И весь день, раздевшись по пояс, перебирал там что-то, снимал, вытирал пыль, осматривал, аккуратно перевязывал, перепаковывал, опять поднимал наверх…
К вечеру Жука поняла, что бездельник и наглец способен к многочасовому сосредоточению и упорной работе. Сюрприз! Нет, не сюрприз, подумалось сразу, не сюрприз, а — папа…

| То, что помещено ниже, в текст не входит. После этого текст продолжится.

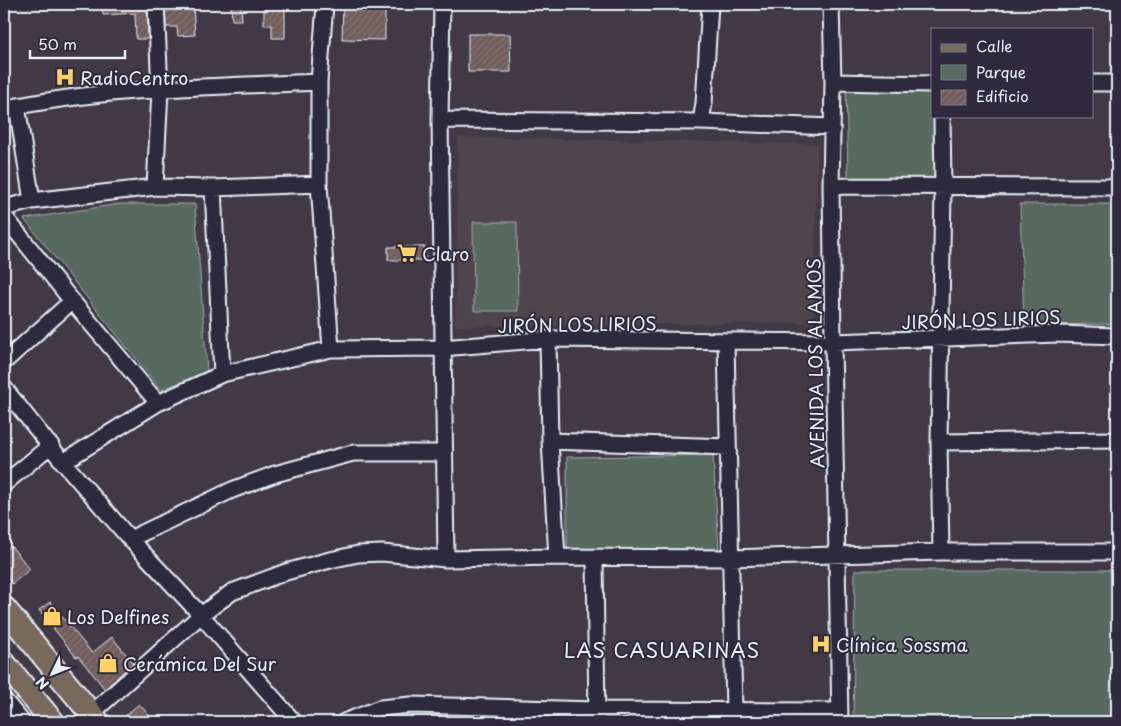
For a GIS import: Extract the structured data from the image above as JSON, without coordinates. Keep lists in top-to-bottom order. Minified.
{"streets":{"street":["JIRÓN LOS LIRIOS","AVENIDA LOS ALAMOS"]},"crossings":[["JIRÓN LOS LIRIOS","AVENIDA LOS ALAMOS"]],"districts":["LAS CASUARINAS"],"places":{"hospital":["RadioCentro","Clínica Sossma"],"supermarket":["Claro"],"shop":["Los Delfines","Cerámica Del Sur"]},"legend":["Calle","Parque","Edificio"],"scale_bar":"50 m","north":"bottom left"}
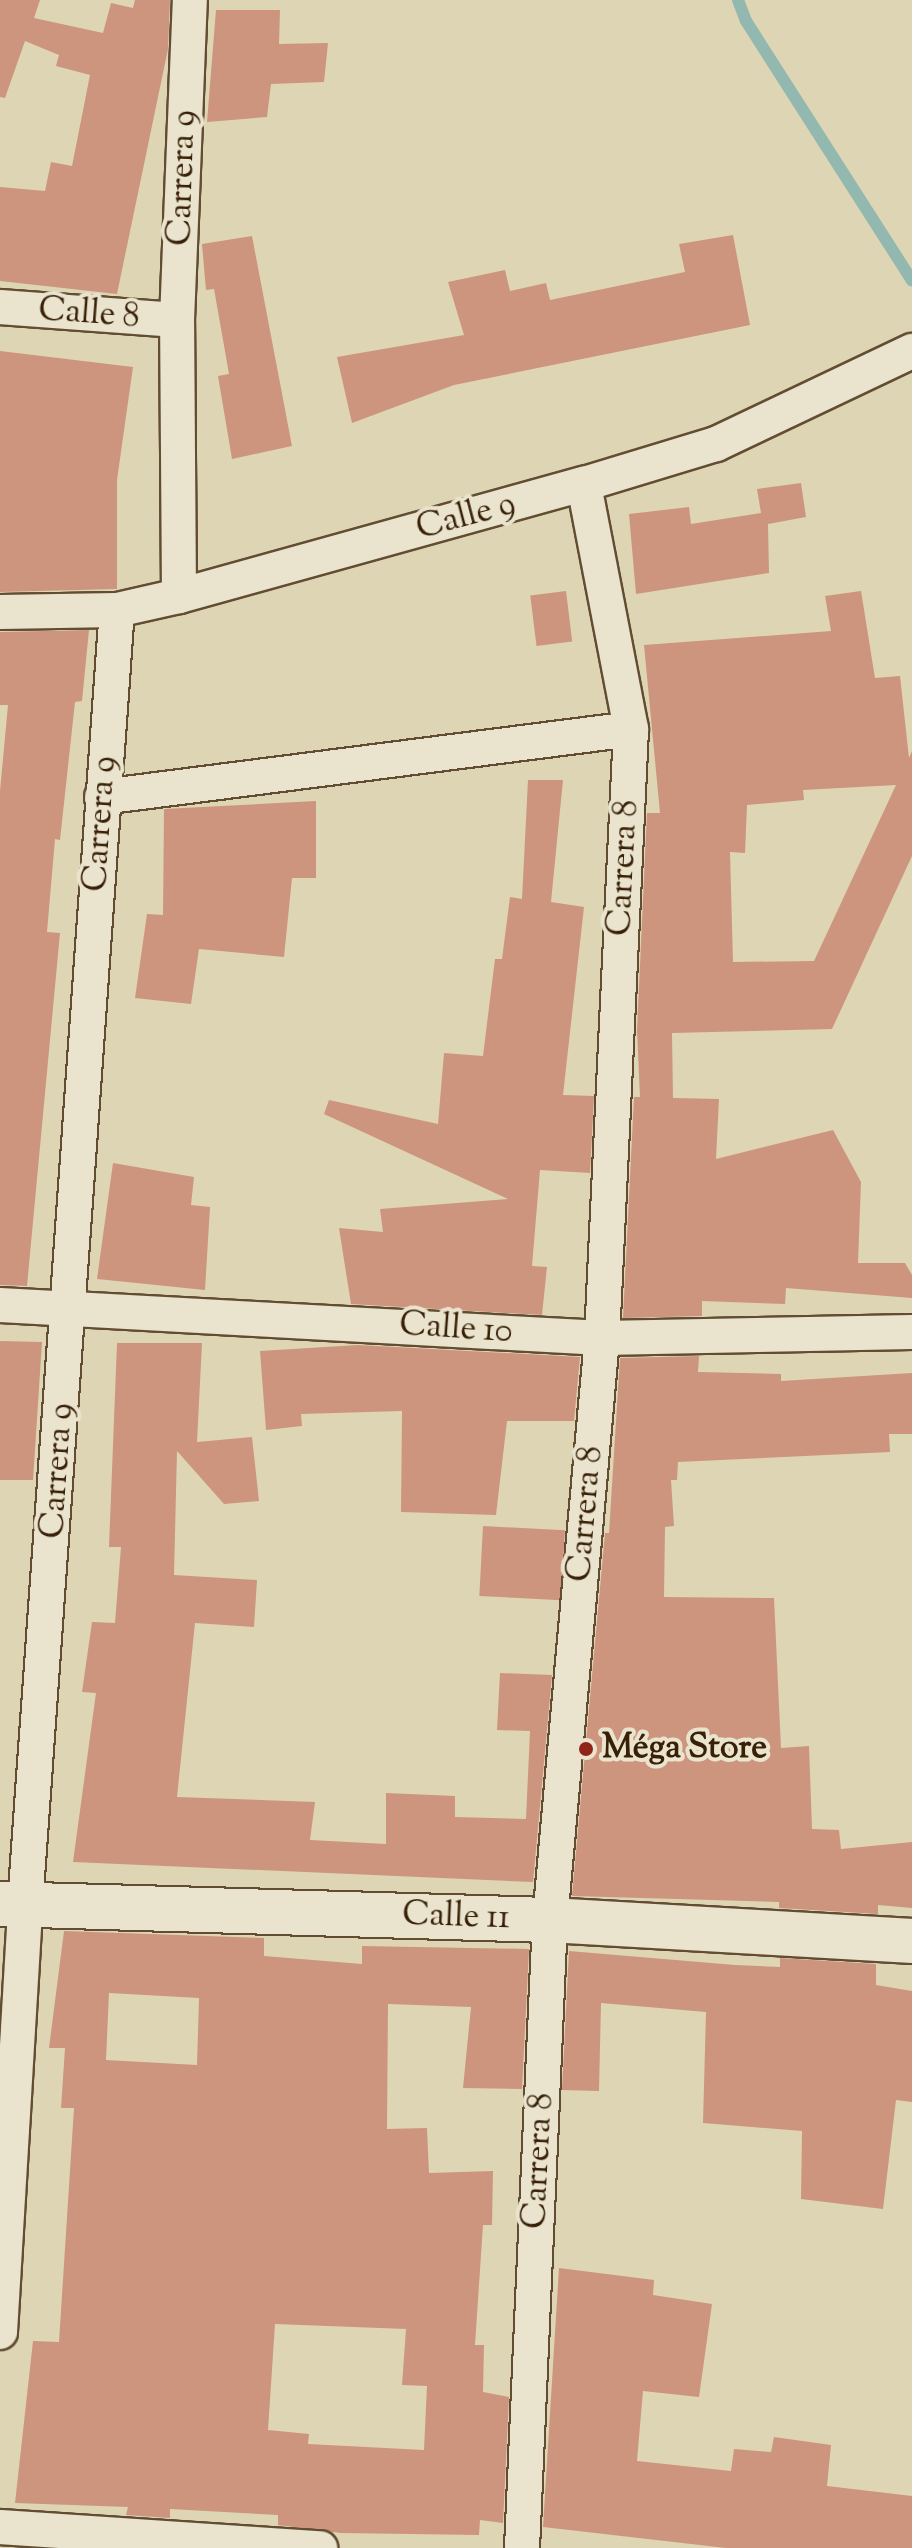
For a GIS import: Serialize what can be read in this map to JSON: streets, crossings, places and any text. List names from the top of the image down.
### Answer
{
  "streets": {
    "street": [
      "Carrera 9",
      "Calle 8",
      "Calle 9",
      "Carrera 8",
      "Calle 10",
      "Calle 11"
    ]
  },
  "crossings": [
    ["Carrera 9", "Calle 8"],
    ["Carrera 9", "Calle 9"],
    ["Carrera 9", "Calle 10"],
    ["Carrera 9", "Calle 11"],
    ["Calle 9", "Carrera 8"],
    ["Carrera 8", "Calle 10"],
    ["Carrera 8", "Calle 11"]
  ],
  "places": ["Méga Store"]
}
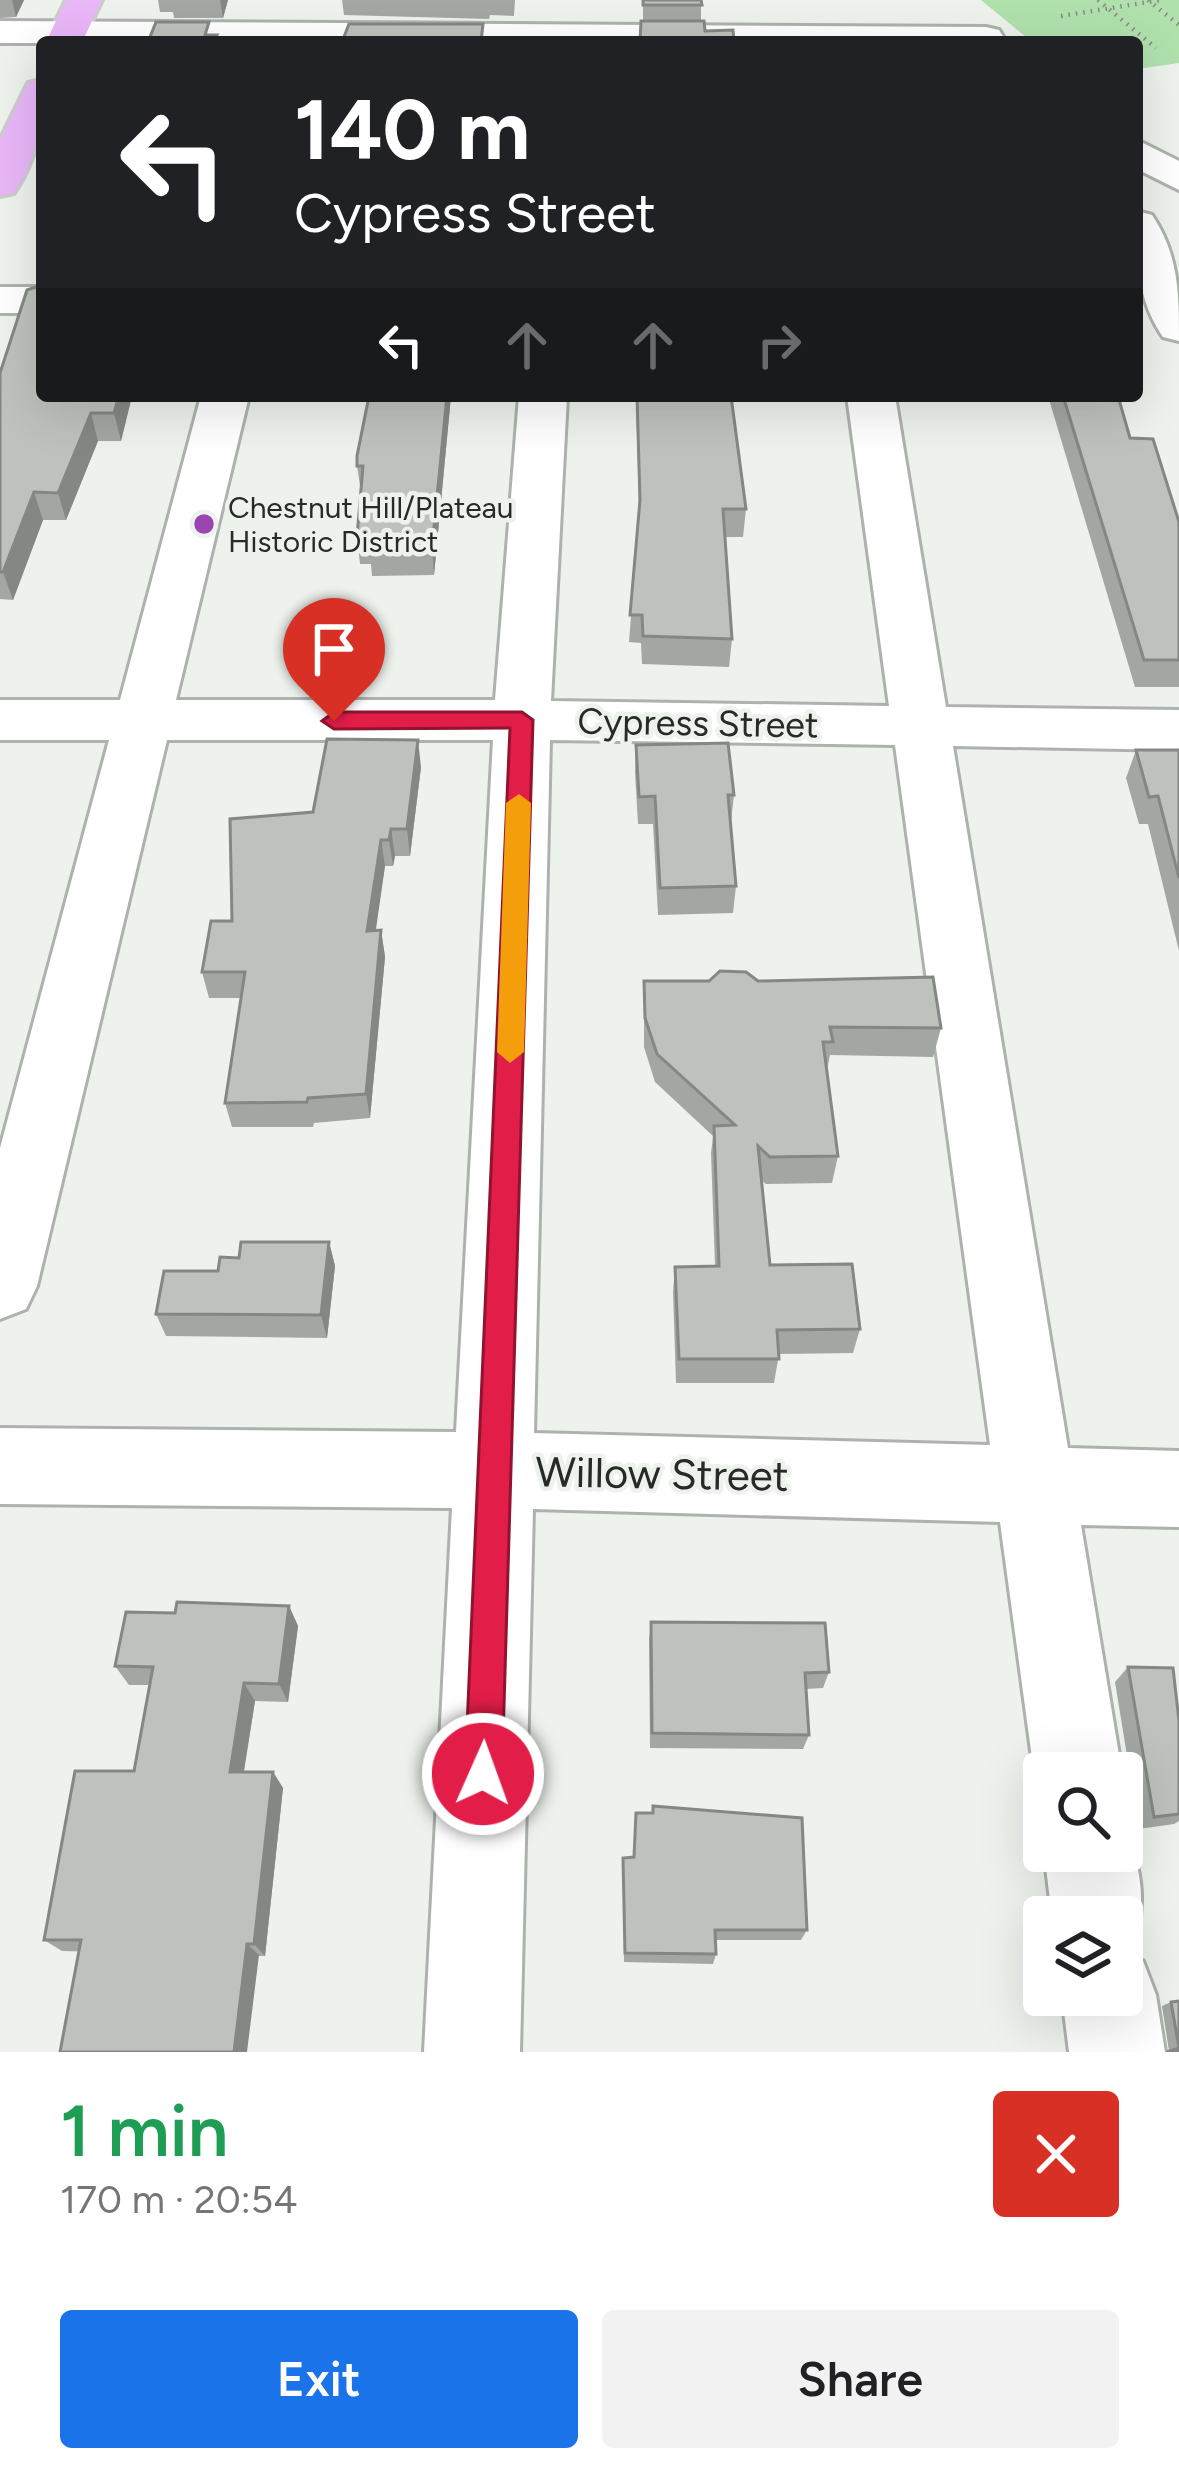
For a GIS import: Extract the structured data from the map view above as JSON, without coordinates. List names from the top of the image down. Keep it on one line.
{"streets":{"street":["Cypress Street","Willow Street"]},"places":["Chestnut Hill/Plateau Historic District"],"page":{"turn":["140 m","Cypress Street"],"heading":["1 min","170 m · 20:54"],"buttons":["Exit","Share"]}}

Вечером он окончательно спустился с лестницы, заявил, что холсты так и будут пока лежать именно там в полном порядке, на всякий случай… Был молчалив, видимо, сильно удивлен, что тот… его тезка… отец Жуки, словом… тоже был снедаем художнической страстью… И с этого дня в разговорах стал называть того не иначе, как дедом…
* * *
Андрюшу он вызвал в Питер через неделю, и все время приемных экзаменов в девятый класс СХШ тот тоже прожил у неожиданной и смешной тетки Захара, ежеутренне совершающей у окна какие-то балетные па. Спали валетом все на том же надувном красном матрасе, отгороженные от тетки шелково-бамбуково-рассветной китайской ширмой, купленной по этому случаю в антикварной лавке у Юрия Марковича.
Экзамены оба одолели с успехом и — отметим — совершенно самостоятельно: письмо дяди Сёмы с обращением «Дорогой клиент!» в день художественного просмотра со страшным гоготом пустили по ветру снежным вихрем с Литейного моста.
В то время СХШ имени художника Иогансона, детище и юный подлесок института имени Репина (в народе — академии художеств), уже покинула стены самой академии и перебралась на Васильевский остров, в особняк на улице Детская, 17-а. Там было менее торжественно, менее ободрано, более привольно и уютно. Поблизости находились ДК имени Горького, приличные, но по бедности недостижимые для ребят забегаловки «Русский музей» и «Эрмитаж», а также анонимное кафе, имя которого ничего не значило, потому, что ученики и педагоги СХШ именовали его просто — «гадюшник».